Transfer the xtc trace file into pdb file for visualization.

gmx trjconv -s HisGcomplex-md_10ns.gro -f HisGcomplex-md_10ns_fit.xtc -n index.ndx -o HisGcomplex_ADN-md_10ns_movie_fit.pdb

Using methods described in Molecular Dynamics Using GROMACS, users can generate trace video.

Enter 22 Protein-ADN to select both the structure of protein and ligand.

Change the gro structure to pdb structure.

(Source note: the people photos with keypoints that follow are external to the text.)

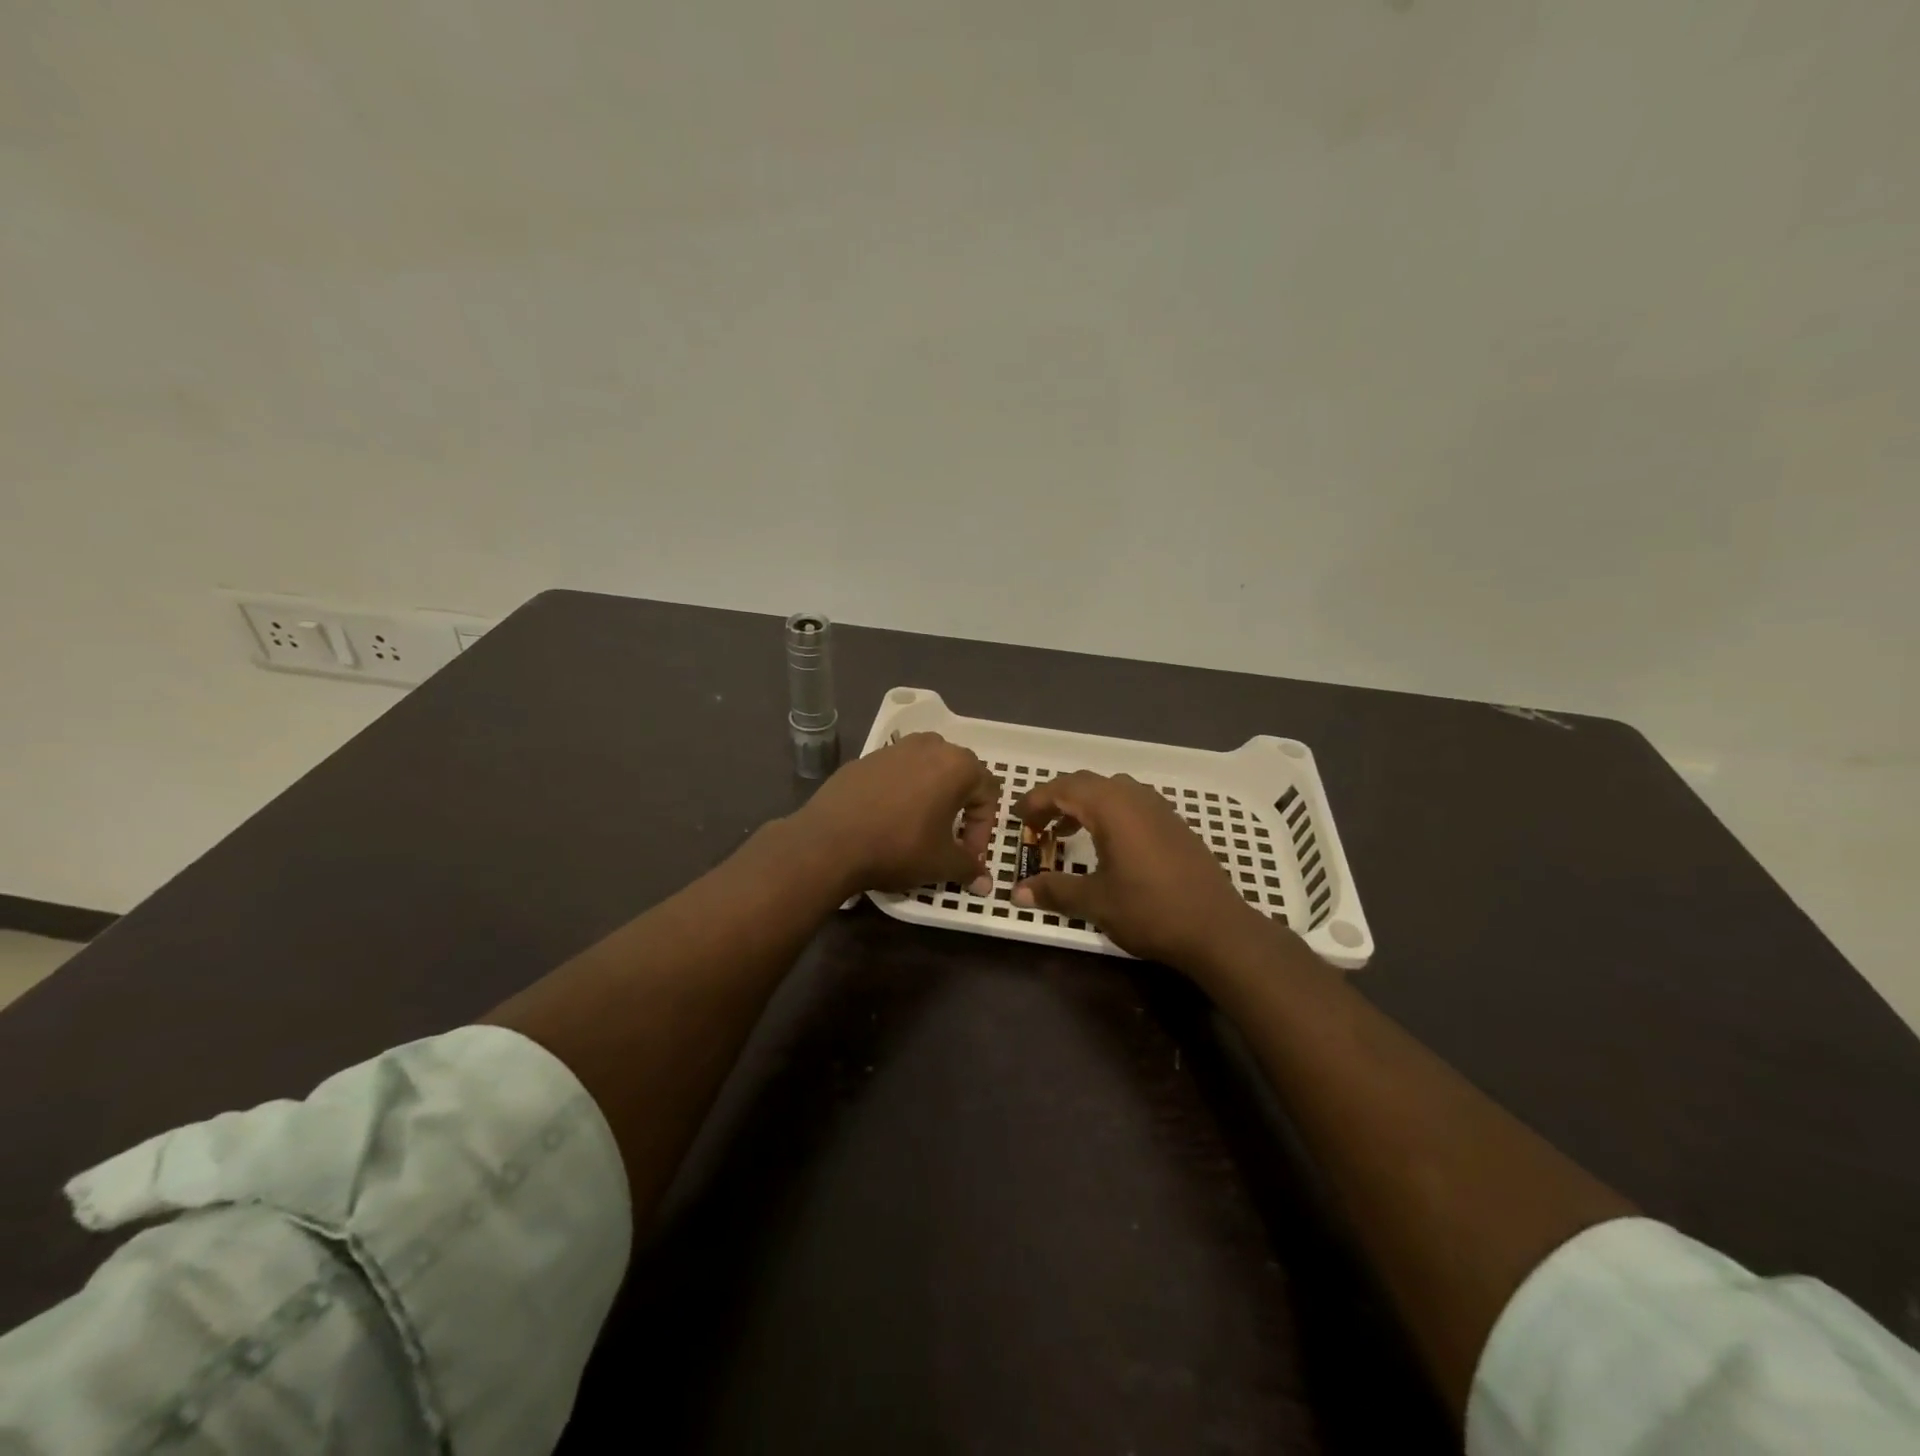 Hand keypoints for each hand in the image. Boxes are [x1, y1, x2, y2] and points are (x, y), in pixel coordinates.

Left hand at [796, 733, 1000, 895]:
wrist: (829, 841)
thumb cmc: (898, 847)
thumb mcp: (941, 863)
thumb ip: (969, 868)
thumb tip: (985, 884)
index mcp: (957, 765)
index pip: (987, 793)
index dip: (983, 828)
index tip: (967, 855)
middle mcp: (929, 746)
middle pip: (959, 774)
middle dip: (960, 807)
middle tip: (949, 839)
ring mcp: (893, 748)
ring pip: (926, 768)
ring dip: (931, 795)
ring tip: (919, 826)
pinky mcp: (865, 759)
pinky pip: (895, 773)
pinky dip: (900, 792)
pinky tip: (886, 820)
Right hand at [1011, 771, 1269, 968]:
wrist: (1217, 928)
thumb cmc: (1150, 909)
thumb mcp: (1095, 902)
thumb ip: (1054, 891)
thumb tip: (1017, 892)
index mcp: (1111, 806)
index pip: (1063, 789)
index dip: (1036, 801)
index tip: (1018, 819)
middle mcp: (1134, 797)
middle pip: (1086, 784)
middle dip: (1056, 800)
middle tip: (1038, 826)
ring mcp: (1159, 808)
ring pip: (1111, 791)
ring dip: (1083, 805)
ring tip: (1066, 833)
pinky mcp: (1174, 823)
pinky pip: (1131, 804)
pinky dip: (1108, 813)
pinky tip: (1106, 844) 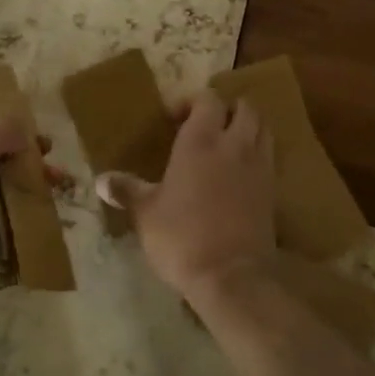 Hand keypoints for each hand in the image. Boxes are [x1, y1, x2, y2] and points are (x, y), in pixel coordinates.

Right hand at [97, 90, 275, 307]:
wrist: (232, 276)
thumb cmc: (182, 237)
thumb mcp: (146, 214)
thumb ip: (127, 190)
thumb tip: (101, 181)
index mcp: (201, 141)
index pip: (208, 99)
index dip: (192, 101)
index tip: (173, 118)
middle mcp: (234, 145)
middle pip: (244, 107)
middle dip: (226, 109)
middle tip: (205, 126)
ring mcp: (259, 166)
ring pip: (263, 128)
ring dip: (247, 127)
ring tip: (226, 143)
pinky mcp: (273, 190)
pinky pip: (269, 156)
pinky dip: (257, 153)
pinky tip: (239, 172) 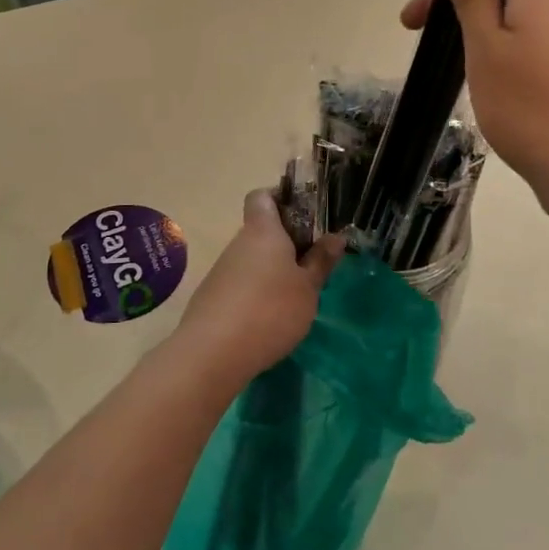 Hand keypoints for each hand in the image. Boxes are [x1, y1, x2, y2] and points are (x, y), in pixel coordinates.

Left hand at [173, 190, 343, 389]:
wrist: (212, 353)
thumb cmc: (270, 310)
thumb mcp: (308, 289)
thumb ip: (321, 261)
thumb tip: (336, 236)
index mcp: (263, 231)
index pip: (262, 196)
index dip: (281, 198)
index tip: (304, 216)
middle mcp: (238, 243)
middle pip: (261, 231)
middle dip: (286, 243)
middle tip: (312, 264)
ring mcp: (222, 270)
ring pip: (251, 260)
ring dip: (272, 271)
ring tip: (295, 297)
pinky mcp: (212, 297)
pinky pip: (240, 284)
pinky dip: (256, 294)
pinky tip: (269, 319) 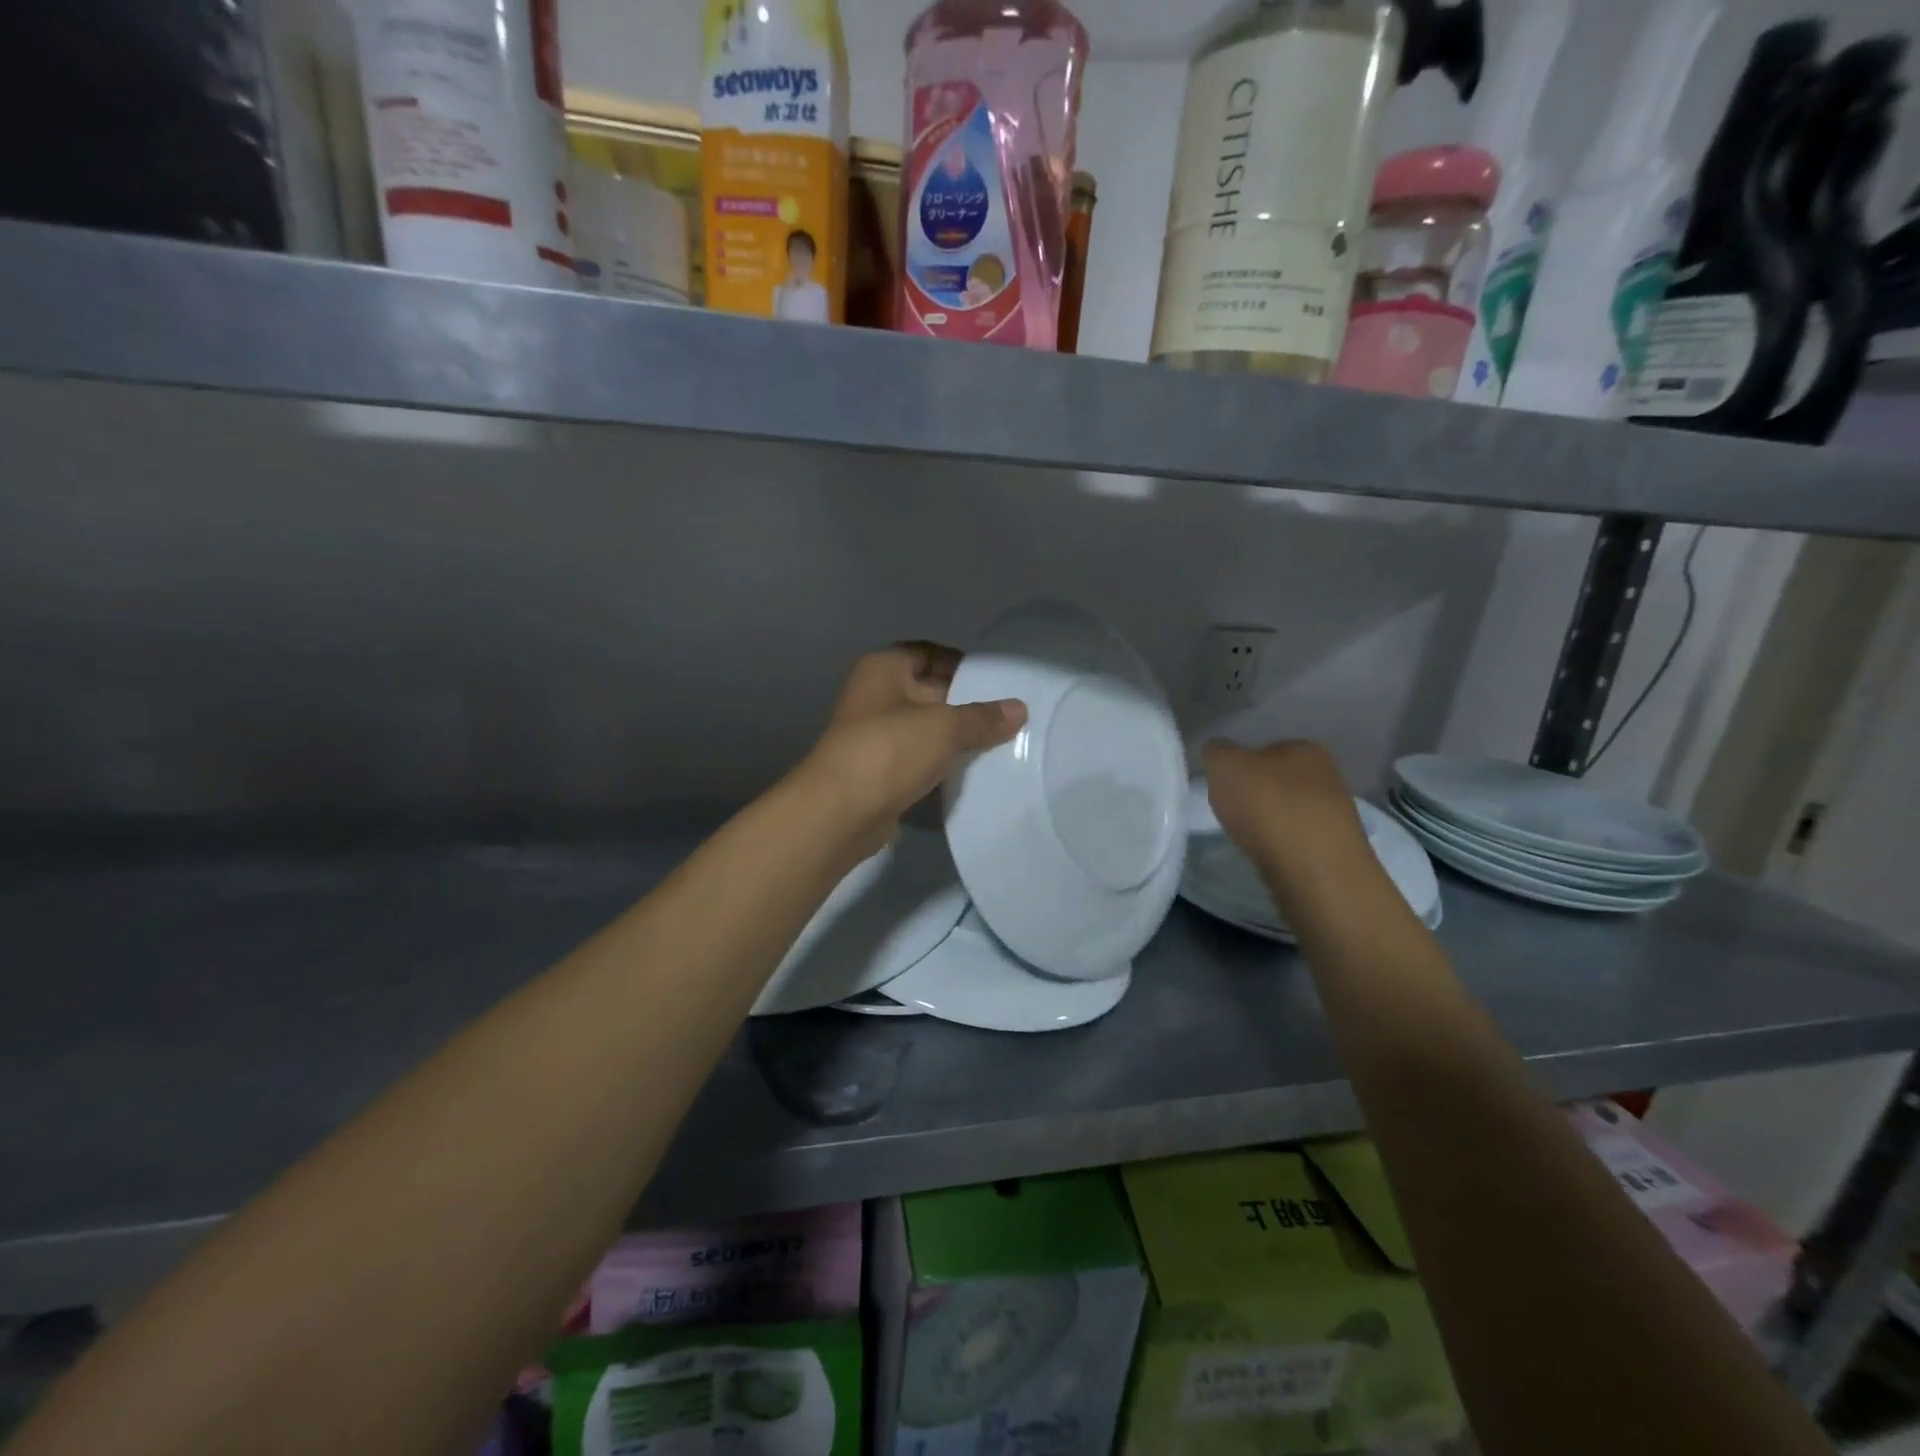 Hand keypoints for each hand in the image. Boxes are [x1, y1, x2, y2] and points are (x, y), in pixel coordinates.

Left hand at [801, 643, 1025, 858]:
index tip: (998, 683)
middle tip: (1010, 717)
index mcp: (884, 669)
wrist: (840, 812)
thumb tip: (1019, 709)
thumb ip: (982, 717)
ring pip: (927, 729)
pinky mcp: (881, 771)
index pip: (929, 653)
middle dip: (967, 704)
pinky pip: (920, 760)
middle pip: (931, 691)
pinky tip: (975, 773)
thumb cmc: (889, 750)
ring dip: (957, 739)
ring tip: (1002, 744)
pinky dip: (943, 765)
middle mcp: (877, 696)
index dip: (962, 664)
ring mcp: (876, 736)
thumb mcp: (944, 727)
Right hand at [1203, 740, 1373, 893]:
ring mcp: (1336, 814)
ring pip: (1290, 811)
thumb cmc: (1268, 807)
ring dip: (1270, 822)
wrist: (1315, 871)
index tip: (1224, 786)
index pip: (1265, 749)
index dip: (1240, 766)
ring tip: (1250, 839)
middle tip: (1232, 813)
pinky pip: (1299, 840)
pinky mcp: (1337, 850)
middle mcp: (1328, 775)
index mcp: (1305, 748)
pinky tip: (1270, 857)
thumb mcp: (1225, 765)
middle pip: (1279, 781)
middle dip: (1256, 795)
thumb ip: (1216, 751)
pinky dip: (1282, 846)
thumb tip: (1218, 752) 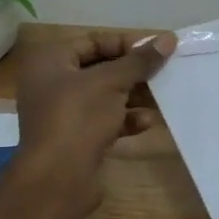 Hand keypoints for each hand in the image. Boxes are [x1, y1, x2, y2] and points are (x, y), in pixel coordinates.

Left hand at [13, 31, 176, 200]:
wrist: (57, 179)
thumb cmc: (78, 118)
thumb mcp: (111, 82)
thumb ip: (139, 61)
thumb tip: (168, 39)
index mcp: (50, 61)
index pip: (94, 41)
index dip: (127, 44)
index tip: (158, 50)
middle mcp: (52, 83)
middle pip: (101, 69)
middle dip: (133, 73)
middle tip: (164, 73)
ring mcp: (63, 113)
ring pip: (105, 97)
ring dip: (134, 97)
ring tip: (162, 98)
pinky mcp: (76, 139)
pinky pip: (105, 121)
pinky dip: (125, 120)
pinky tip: (147, 123) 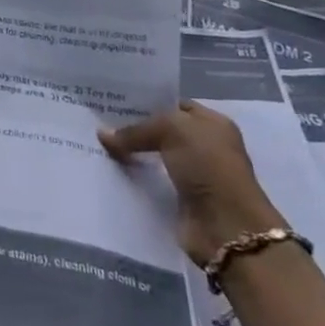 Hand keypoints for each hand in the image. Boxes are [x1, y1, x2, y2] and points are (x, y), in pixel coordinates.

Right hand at [100, 101, 285, 265]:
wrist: (227, 226)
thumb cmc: (207, 166)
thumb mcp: (171, 130)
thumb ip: (135, 130)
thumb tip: (103, 134)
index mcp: (212, 123)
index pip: (173, 104)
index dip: (145, 101)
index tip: (113, 99)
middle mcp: (205, 146)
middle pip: (161, 131)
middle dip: (133, 127)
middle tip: (99, 120)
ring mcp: (193, 174)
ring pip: (153, 156)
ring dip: (131, 153)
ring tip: (97, 143)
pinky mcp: (181, 199)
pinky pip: (150, 181)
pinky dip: (133, 177)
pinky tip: (109, 168) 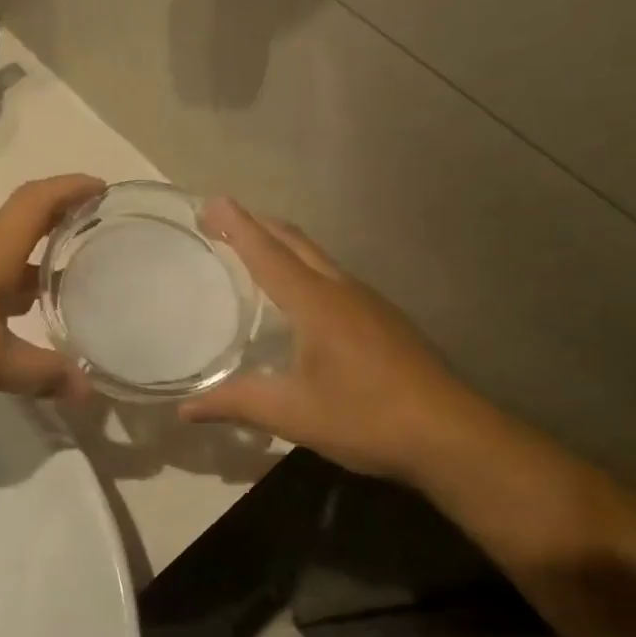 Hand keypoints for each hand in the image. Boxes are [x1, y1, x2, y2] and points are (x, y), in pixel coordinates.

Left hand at [0, 175, 105, 404]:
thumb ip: (39, 373)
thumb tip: (89, 390)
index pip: (38, 203)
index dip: (71, 189)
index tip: (102, 187)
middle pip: (22, 231)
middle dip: (60, 235)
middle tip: (97, 251)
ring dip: (31, 271)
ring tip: (61, 293)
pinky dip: (3, 295)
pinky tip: (8, 326)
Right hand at [179, 200, 464, 480]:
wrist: (451, 434)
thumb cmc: (366, 416)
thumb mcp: (293, 414)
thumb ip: (236, 403)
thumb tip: (184, 410)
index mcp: (316, 303)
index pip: (267, 253)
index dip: (237, 226)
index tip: (211, 201)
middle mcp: (342, 290)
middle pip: (296, 242)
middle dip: (259, 225)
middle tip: (223, 220)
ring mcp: (369, 303)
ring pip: (319, 258)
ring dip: (284, 245)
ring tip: (255, 250)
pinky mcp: (385, 320)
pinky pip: (334, 279)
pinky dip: (306, 270)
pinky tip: (301, 299)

gmx editconf -f HisGcomplex-md_10ns.gro -o HisGcomplex-md_10ns.pdb

Additional 1 nanosecond simulation, changing simulation time to 1ns in md1.mdp. And run:

gmx grompp -f md1.mdp -c HisGcomplex-md_10ns.gro -t HisGcomplex-md_10ns.cpt -p topol.top -n index.ndx -o HisGcomplex-md_Addi_1ns.tpr
nohup gmx mdrun -deffnm HisGcomplex-md_Addi_1ns &
#tail -n 25 HisGcomplex-md_Addi_1ns.log

Using visualization methods above to see the simulation process.